What you are asked to do:
Take every line from the entries below that includes the word "Truxtun" and copy it.

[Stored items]
···

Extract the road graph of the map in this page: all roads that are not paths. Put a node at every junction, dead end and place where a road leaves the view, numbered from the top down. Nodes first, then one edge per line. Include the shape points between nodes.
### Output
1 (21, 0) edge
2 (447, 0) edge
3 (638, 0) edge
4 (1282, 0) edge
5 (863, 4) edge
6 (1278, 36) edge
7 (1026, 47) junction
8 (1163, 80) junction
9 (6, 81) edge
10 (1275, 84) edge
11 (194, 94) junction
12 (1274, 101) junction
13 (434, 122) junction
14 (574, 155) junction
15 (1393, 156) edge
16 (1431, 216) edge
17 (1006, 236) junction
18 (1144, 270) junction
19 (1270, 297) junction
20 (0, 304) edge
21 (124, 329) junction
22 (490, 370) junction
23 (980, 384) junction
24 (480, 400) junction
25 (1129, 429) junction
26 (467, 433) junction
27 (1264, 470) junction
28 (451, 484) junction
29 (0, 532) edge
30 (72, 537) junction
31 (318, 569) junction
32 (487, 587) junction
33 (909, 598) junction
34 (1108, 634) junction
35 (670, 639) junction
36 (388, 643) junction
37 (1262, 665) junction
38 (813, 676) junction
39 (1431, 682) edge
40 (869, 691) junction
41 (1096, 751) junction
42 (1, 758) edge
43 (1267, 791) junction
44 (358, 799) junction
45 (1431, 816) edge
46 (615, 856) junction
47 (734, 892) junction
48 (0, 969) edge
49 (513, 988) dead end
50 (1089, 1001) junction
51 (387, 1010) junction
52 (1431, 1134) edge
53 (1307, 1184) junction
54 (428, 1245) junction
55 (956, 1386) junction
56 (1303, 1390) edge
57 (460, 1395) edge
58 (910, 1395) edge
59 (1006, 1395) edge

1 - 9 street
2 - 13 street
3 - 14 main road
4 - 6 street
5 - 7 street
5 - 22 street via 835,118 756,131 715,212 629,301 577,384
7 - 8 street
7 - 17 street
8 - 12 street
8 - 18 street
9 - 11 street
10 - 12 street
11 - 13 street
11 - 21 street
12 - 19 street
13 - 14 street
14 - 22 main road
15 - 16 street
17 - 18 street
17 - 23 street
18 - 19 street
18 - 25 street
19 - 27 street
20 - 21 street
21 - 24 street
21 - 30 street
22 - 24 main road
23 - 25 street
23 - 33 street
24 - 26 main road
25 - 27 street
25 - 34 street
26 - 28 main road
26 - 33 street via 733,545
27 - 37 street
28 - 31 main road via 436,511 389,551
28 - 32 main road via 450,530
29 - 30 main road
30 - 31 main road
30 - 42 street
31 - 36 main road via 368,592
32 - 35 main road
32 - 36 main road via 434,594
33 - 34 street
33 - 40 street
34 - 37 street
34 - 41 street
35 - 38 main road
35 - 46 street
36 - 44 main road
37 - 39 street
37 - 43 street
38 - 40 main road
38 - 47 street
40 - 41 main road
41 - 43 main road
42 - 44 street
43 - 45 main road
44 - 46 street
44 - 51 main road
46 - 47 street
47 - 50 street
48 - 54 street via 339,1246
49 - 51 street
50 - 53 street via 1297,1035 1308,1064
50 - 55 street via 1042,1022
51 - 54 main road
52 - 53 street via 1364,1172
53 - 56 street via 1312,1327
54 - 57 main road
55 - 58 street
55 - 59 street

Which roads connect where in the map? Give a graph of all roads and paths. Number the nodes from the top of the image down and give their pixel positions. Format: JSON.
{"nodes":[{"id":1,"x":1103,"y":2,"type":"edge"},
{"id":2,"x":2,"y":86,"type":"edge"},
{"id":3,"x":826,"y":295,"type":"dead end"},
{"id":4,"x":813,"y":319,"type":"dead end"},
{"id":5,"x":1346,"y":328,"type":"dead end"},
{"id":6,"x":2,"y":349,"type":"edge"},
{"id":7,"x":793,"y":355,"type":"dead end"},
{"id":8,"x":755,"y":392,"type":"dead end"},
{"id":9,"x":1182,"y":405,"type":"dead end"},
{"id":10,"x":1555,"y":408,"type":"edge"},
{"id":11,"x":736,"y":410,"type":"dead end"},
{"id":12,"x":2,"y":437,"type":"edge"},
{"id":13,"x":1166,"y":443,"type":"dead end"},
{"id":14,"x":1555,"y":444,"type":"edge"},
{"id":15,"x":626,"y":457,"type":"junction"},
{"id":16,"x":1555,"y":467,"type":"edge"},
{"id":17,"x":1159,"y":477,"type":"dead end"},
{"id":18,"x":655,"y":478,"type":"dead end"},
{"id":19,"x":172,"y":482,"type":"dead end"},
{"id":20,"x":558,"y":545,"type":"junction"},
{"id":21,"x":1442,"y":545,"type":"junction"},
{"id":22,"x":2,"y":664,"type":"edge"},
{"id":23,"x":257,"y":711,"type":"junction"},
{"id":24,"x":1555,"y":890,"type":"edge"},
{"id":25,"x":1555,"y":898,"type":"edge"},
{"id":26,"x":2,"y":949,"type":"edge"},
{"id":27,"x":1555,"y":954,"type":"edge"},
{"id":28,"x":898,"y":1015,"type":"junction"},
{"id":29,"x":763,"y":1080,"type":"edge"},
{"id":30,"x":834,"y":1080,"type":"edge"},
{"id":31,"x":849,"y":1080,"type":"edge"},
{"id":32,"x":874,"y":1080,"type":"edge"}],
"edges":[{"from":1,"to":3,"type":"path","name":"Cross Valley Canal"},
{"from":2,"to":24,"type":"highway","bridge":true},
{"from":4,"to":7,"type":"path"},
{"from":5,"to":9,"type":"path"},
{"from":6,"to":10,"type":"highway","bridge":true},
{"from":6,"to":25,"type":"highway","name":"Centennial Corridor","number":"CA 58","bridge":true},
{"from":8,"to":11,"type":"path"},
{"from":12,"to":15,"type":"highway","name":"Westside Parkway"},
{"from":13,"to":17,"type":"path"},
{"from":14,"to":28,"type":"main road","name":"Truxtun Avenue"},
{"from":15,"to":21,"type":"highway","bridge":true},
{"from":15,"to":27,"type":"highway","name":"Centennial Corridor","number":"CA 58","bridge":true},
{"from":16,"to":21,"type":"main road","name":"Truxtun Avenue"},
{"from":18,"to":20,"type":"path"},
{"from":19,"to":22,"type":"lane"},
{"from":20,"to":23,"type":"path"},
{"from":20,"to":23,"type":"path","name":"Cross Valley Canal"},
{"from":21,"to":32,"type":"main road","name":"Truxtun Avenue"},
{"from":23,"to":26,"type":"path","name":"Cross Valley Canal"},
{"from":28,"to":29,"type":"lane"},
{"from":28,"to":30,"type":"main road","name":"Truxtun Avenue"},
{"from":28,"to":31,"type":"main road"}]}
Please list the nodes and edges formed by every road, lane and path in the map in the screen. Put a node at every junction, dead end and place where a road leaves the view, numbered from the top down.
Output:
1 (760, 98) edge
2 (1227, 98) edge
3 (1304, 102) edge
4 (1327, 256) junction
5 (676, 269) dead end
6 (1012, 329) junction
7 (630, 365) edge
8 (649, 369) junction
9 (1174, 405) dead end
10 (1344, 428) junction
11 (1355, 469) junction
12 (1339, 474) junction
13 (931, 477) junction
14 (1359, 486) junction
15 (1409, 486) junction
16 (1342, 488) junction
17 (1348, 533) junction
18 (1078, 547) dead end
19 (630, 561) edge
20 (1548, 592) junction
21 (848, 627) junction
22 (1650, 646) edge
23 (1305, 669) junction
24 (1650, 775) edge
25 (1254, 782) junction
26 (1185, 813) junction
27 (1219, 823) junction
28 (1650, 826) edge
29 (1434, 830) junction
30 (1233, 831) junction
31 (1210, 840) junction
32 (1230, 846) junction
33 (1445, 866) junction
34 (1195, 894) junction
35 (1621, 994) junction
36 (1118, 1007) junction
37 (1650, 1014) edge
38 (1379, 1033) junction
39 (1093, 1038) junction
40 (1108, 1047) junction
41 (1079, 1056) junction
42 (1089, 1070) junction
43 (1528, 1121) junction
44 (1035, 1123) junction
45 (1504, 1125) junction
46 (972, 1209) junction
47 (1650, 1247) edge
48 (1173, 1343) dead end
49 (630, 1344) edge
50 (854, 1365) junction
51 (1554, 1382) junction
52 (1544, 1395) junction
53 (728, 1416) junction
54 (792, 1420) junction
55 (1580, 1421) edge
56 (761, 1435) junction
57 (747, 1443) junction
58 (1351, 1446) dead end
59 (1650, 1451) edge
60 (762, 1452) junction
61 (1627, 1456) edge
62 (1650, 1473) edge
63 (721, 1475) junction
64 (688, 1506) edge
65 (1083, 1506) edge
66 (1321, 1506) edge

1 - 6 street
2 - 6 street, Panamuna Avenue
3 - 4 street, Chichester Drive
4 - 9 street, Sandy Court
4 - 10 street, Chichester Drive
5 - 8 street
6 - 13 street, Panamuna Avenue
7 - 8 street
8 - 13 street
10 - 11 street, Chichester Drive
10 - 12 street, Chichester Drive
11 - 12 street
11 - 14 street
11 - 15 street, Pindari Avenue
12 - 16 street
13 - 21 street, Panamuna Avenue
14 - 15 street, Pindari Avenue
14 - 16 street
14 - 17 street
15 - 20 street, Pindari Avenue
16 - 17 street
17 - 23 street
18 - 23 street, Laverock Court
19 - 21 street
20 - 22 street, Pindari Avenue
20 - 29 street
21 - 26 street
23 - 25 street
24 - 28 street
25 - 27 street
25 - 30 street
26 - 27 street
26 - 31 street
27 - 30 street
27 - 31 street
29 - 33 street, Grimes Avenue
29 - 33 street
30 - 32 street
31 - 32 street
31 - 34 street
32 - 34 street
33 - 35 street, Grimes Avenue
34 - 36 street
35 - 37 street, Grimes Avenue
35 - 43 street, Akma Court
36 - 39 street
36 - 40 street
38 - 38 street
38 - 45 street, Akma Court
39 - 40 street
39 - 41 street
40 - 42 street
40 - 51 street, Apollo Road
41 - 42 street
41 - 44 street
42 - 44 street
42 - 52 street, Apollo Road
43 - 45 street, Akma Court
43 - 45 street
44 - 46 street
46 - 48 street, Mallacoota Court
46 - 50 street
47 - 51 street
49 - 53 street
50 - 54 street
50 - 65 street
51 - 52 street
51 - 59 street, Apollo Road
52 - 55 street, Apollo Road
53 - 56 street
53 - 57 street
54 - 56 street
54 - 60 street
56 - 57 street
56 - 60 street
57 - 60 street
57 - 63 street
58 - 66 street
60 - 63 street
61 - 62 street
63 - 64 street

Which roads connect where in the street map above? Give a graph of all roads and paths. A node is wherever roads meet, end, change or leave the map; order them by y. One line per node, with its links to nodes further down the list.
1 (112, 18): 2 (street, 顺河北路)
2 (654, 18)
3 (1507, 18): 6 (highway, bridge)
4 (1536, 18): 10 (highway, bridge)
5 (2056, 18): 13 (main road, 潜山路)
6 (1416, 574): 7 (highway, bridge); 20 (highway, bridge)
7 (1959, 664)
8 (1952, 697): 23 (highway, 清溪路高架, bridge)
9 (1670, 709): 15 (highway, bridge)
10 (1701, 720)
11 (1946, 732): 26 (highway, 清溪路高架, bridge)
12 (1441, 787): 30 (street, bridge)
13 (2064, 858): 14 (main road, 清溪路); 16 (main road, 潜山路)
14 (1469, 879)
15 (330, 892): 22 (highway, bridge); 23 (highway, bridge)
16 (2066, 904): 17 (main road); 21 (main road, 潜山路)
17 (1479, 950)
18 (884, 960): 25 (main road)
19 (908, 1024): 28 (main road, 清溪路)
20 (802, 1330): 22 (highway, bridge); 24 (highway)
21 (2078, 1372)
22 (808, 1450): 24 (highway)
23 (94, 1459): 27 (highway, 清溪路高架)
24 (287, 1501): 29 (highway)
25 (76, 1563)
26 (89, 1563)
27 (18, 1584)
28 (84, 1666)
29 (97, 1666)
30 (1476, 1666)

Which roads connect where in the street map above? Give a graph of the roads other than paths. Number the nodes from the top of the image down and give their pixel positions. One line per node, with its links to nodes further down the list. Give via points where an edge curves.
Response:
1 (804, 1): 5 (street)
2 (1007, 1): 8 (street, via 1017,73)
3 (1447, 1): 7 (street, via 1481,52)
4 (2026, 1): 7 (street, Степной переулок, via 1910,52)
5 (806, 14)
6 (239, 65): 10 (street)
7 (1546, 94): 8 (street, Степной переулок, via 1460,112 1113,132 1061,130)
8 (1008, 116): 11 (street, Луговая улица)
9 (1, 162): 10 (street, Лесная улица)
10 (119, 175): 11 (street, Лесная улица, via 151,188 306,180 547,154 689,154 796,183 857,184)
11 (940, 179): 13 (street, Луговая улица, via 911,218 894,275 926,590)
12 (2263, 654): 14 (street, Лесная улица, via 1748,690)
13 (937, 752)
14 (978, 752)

···

Task response:
{"from":14,"to":28,"type":"main road","name":"Truxtun Avenue"},
{"from":16,"to":21,"type":"main road","name":"Truxtun Avenue"},
{"from":21,"to":32,"type":"main road","name":"Truxtun Avenue"},
{"from":28,"to":30,"type":"main road","name":"Truxtun Avenue"},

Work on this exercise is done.